[Start of Attachment]

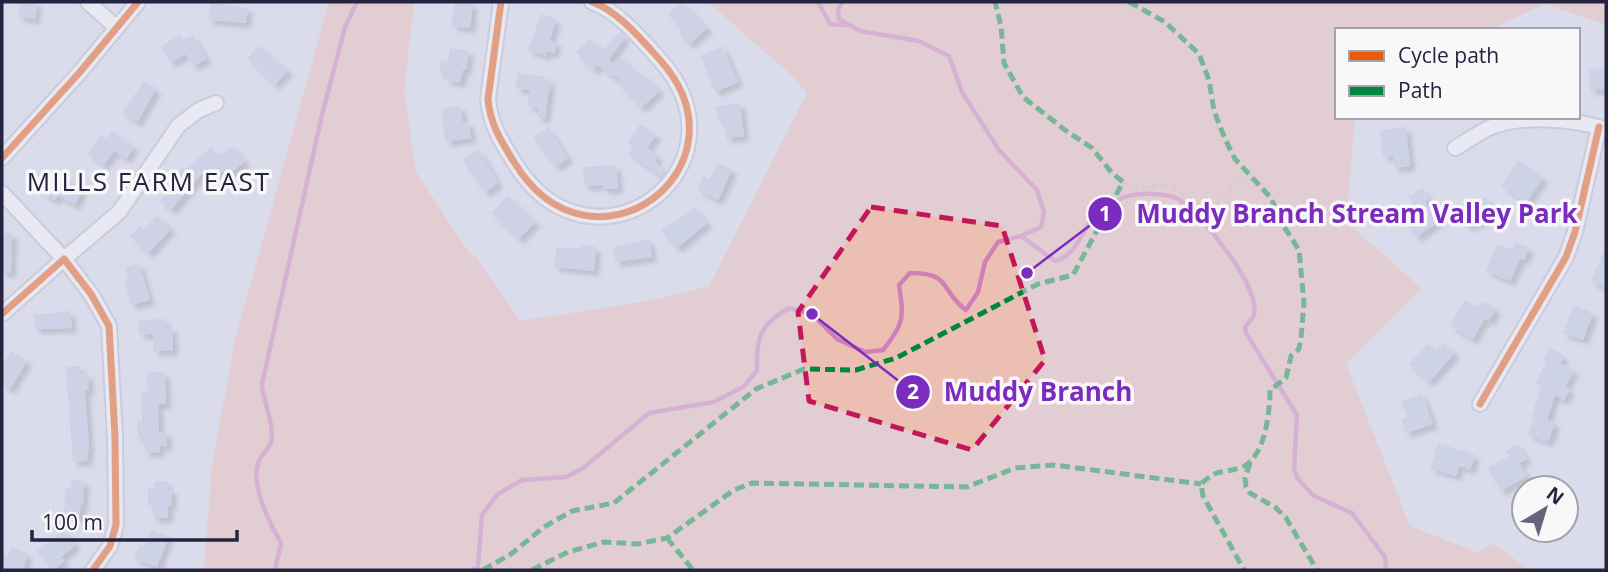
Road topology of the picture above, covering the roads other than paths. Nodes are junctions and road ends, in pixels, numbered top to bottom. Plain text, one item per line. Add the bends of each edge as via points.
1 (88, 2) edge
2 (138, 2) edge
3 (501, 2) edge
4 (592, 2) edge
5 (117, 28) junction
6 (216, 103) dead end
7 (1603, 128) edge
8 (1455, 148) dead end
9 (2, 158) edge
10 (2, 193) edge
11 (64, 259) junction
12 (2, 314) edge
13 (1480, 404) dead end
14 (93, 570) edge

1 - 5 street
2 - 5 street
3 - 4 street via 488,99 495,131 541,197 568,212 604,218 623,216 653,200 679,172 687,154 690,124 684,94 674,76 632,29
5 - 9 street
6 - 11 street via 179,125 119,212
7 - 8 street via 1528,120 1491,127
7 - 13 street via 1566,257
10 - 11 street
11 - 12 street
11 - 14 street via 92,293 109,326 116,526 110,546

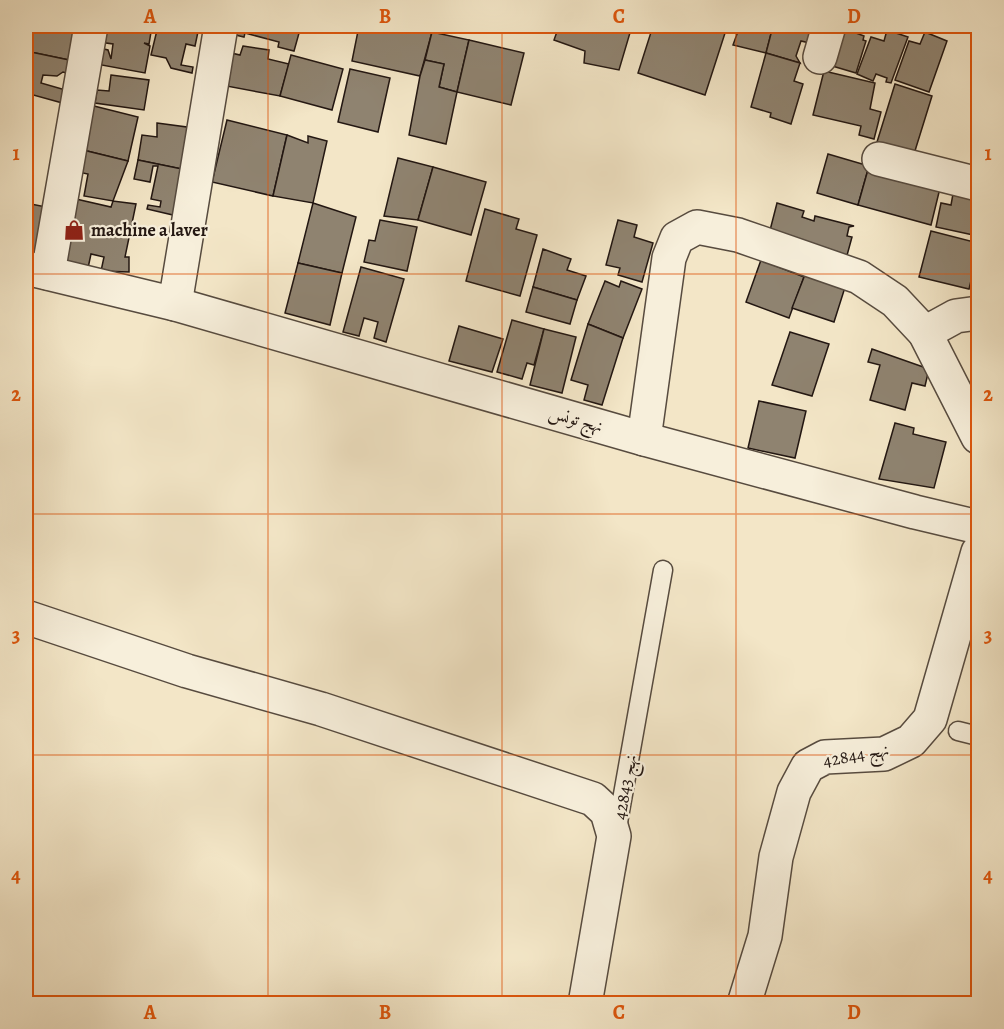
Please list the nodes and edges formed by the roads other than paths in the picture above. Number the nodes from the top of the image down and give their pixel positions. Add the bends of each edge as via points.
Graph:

[End of Attachment]

| Prompt |
Transcribe, word for word, every line from the one containing "Please list the" through the final line of the entries, and nothing else.

| Exercise result |
Please list the nodes and edges formed by the roads other than paths in the picture above. Number the nodes from the top of the image down and give their pixel positions. Add the bends of each edge as via points.
Graph:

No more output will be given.